Content starts

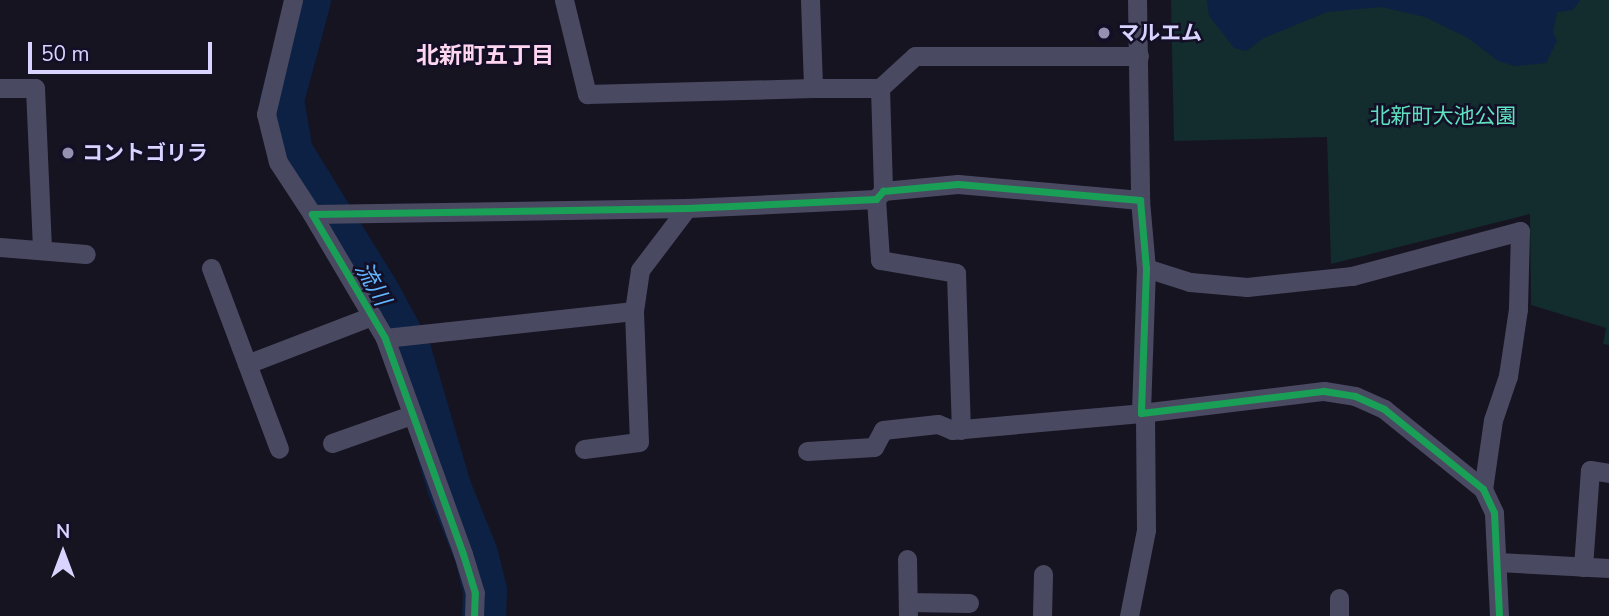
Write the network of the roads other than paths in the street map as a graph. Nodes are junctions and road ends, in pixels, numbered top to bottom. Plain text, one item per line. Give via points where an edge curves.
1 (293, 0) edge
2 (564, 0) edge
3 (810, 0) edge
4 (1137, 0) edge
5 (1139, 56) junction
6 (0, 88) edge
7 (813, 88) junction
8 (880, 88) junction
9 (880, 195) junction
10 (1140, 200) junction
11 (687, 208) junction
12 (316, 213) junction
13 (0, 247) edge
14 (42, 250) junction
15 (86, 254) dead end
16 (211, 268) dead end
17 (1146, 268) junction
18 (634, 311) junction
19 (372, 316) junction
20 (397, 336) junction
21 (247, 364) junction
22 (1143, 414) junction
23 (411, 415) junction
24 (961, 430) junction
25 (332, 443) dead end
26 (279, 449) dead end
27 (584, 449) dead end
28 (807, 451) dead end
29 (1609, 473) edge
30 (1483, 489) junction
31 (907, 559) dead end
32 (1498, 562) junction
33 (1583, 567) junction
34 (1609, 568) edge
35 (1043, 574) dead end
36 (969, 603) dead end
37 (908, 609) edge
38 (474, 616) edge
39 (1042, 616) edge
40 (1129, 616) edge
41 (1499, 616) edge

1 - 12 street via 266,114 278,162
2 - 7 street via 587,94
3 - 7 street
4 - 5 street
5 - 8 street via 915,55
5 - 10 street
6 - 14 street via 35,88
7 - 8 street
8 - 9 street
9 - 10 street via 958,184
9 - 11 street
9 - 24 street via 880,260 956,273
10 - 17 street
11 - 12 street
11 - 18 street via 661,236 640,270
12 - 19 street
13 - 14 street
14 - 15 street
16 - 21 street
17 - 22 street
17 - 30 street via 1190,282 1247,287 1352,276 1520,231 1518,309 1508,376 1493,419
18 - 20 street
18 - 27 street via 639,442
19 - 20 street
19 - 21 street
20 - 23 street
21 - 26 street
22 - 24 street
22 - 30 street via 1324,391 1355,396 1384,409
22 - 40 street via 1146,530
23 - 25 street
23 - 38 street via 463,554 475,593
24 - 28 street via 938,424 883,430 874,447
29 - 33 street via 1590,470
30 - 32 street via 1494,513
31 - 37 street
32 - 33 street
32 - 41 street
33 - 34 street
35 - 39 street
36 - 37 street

Content ends

The answer must be every line from the records above that contains the word "dead", copied out.

15 (86, 254) dead end
16 (211, 268) dead end
25 (332, 443) dead end
26 (279, 449) dead end
27 (584, 449) dead end
28 (807, 451) dead end
31 (907, 559) dead end
35 (1043, 574) dead end
36 (969, 603) dead end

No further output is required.